Site Reliability Engineer (Remote)

Posted 5 Days Ago
Hiring Remotely in United States
Remote
Senior level
Aerospace • Software
The Role
The Site Reliability Engineer will build and support complex infrastructure and deployment scenarios, contributing to the software lifecycle from design to operation. Responsibilities include improving system reliability, automation, incident response, and supporting QA and security audits, while collaborating with development and customer teams.
Summary Generated by Built In

Epsilon3 is a multi-product operations management platform revolutionizing the way teams build, launch, and operate spacecraft and other advanced hardware systems.


Launched in 2021, our company is led by engineers from SpaceX, Google, and NASA, who have experience supporting over 100 space missions. Innovative teams at Blue Origin, Rocket Lab, Axiom Space, Firefly Aerospace, and many others depend on our web-based (SaaS) solutions to plan and track high-stakes procedures. We raised a $15M Series A funding round led by Lux Capital, Y Combinator (YC S21), and other world-class investors.


This role is remote and can be based anywhere in the United States.


We are looking for a Site Reliability Engineer (SRE) who is interested in space exploration and passionate about building scalable, reliable, and secure software. You will be responsible for building and supporting complex infrastructure and deployment scenarios. We are currently using technologies such as React.JS, Node, Postgres, AWS GovCloud, Docker, and K8s, and our stack will evolve over time as we scale our solutions and approach.


The ideal candidate has years of experience using Kubernetes (K8s) and is proficient in JavaScript.

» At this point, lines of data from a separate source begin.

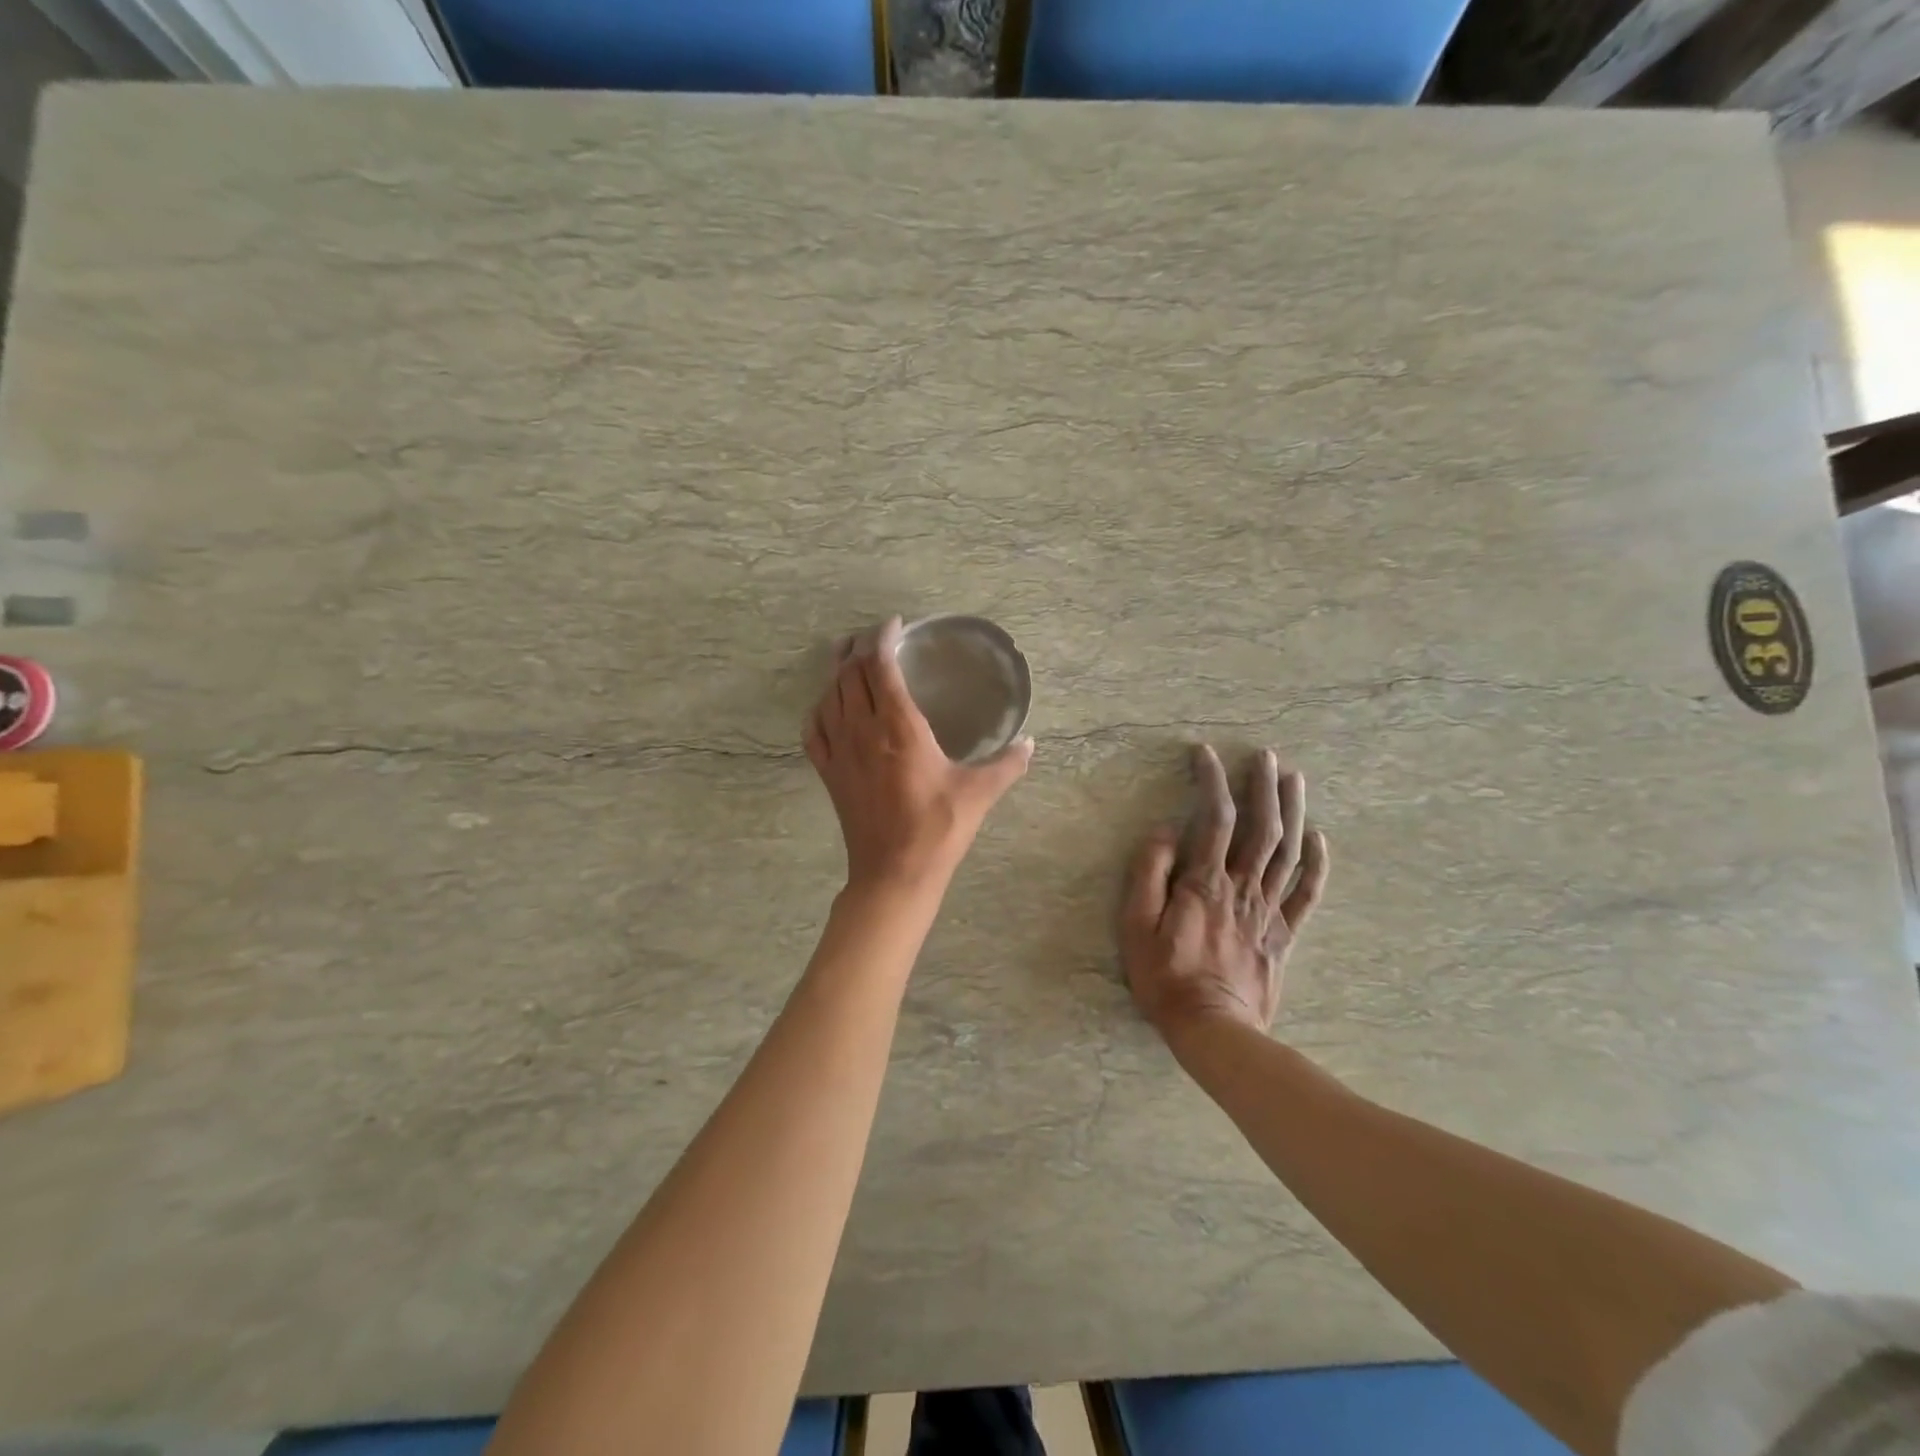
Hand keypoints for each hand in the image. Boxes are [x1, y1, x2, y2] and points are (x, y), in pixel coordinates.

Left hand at [805, 617, 1033, 890]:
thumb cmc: (938, 829)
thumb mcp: (979, 793)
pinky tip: (826, 707)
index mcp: (899, 727)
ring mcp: (840, 752)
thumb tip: (1030, 743)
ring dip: (836, 672)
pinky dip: (818, 710)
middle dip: (859, 648)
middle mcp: (863, 730)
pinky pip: (814, 731)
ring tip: (846, 658)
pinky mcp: (829, 774)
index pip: (880, 666)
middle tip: (873, 638)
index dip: (883, 638)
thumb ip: (1007, 764)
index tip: (895, 625)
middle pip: (850, 674)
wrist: (894, 873)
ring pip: (829, 696)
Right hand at [1121, 744, 1328, 1044]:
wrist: (1213, 1031)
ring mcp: (1269, 910)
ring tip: (1294, 778)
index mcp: (1205, 882)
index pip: (1214, 818)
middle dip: (1263, 786)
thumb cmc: (1166, 977)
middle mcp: (1243, 887)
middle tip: (1266, 756)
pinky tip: (1319, 838)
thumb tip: (1165, 831)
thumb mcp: (1137, 926)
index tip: (1205, 754)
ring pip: (1289, 851)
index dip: (1211, 781)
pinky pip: (1307, 893)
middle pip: (1261, 827)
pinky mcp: (1284, 934)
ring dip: (1293, 811)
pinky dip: (1317, 863)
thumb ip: (1149, 874)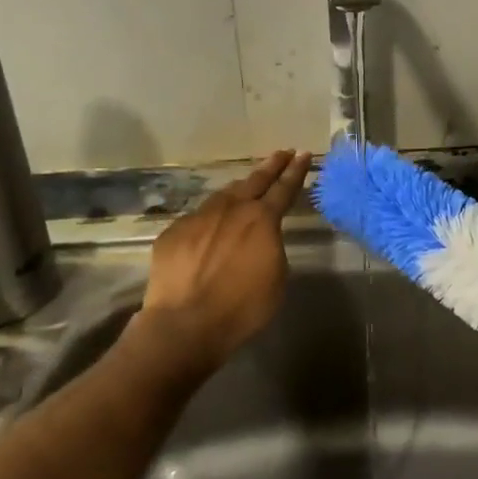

Some of the technical challenges we’re undertaking:

  • Real-time synchronization of data and user interfaces across earth and space
  • Visualization of many complex data fields
  • Integration of multiple high-bandwidth data streams for real-time processing and display
  • Multiple deployment environments including cloud and on-premises
  • Mission-critical security and reliability requirements
  • Supporting complex workflows and detailed tracking while also maintaining simplicity and delightfulness of user experience

Responsibilities:

  • Support and contribute to the entire lifecycle of our software, from inception and design, through to deployment, operation and refinement
  • Support our services in production and before they go live through system design, security considerations, capacity planning, and launch preparedness
  • Build processes and systems to continuously improve system reliability and performance
  • Build processes and systems to continuously improve the productivity of the rest of the development team
  • Scale systems sustainably through automation and continuous improvement in reliability and velocity
  • Practice sustainable incident response and postmortems
  • Contribute to the design, build, test, and release of our web-based operational dashboards, electronic procedure tools, and suite of specialized software solutions to support various missions
  • Join and actively participate in customer discovery calls and technical demonstrations
  • Analyze and enhance the security, efficiency, stability, and scalability of our software systems
  • Support software QA and user testing
  • Support and facilitate security reviews and audits of our systems by customers and third parties
  • Facilitate compliance with cybersecurity certifications and contribute to improvements in our security policies and processes
  • Assess third-party and open source software and develop integrations
  • Contribute to the growth and refinement of our engineering culture, processes, and tools

Qualifications:

  • Bachelor’s Degree in Computer Science or related field
  • 5+ years of combined experience in site reliability and production software engineering
  • Proficiency with Kubernetes (K8s) and JavaScript (JS) is required for this role
  • Strong foundation in computer science concepts (algorithms, data structures, object-oriented programming, design, testing, etc.)
  • Self-starter and able to navigate ambiguity and assess rapidly evolving priorities
  • Strong team player with great communication skills and collaborative work ethic
  • Love of learning (technical and otherwise)
  • Experience in fast-growing tech startups is a plus
  • Experience with Lean Startup methodologies (agile software development) is a plus
  • US Citizenship (future security clearance may be required)
  • Must be located in the United States

Salary range: $120,000 - $175,000


This full-time role includes stock options, generous PTO, health insurance, and a 4% 401k match.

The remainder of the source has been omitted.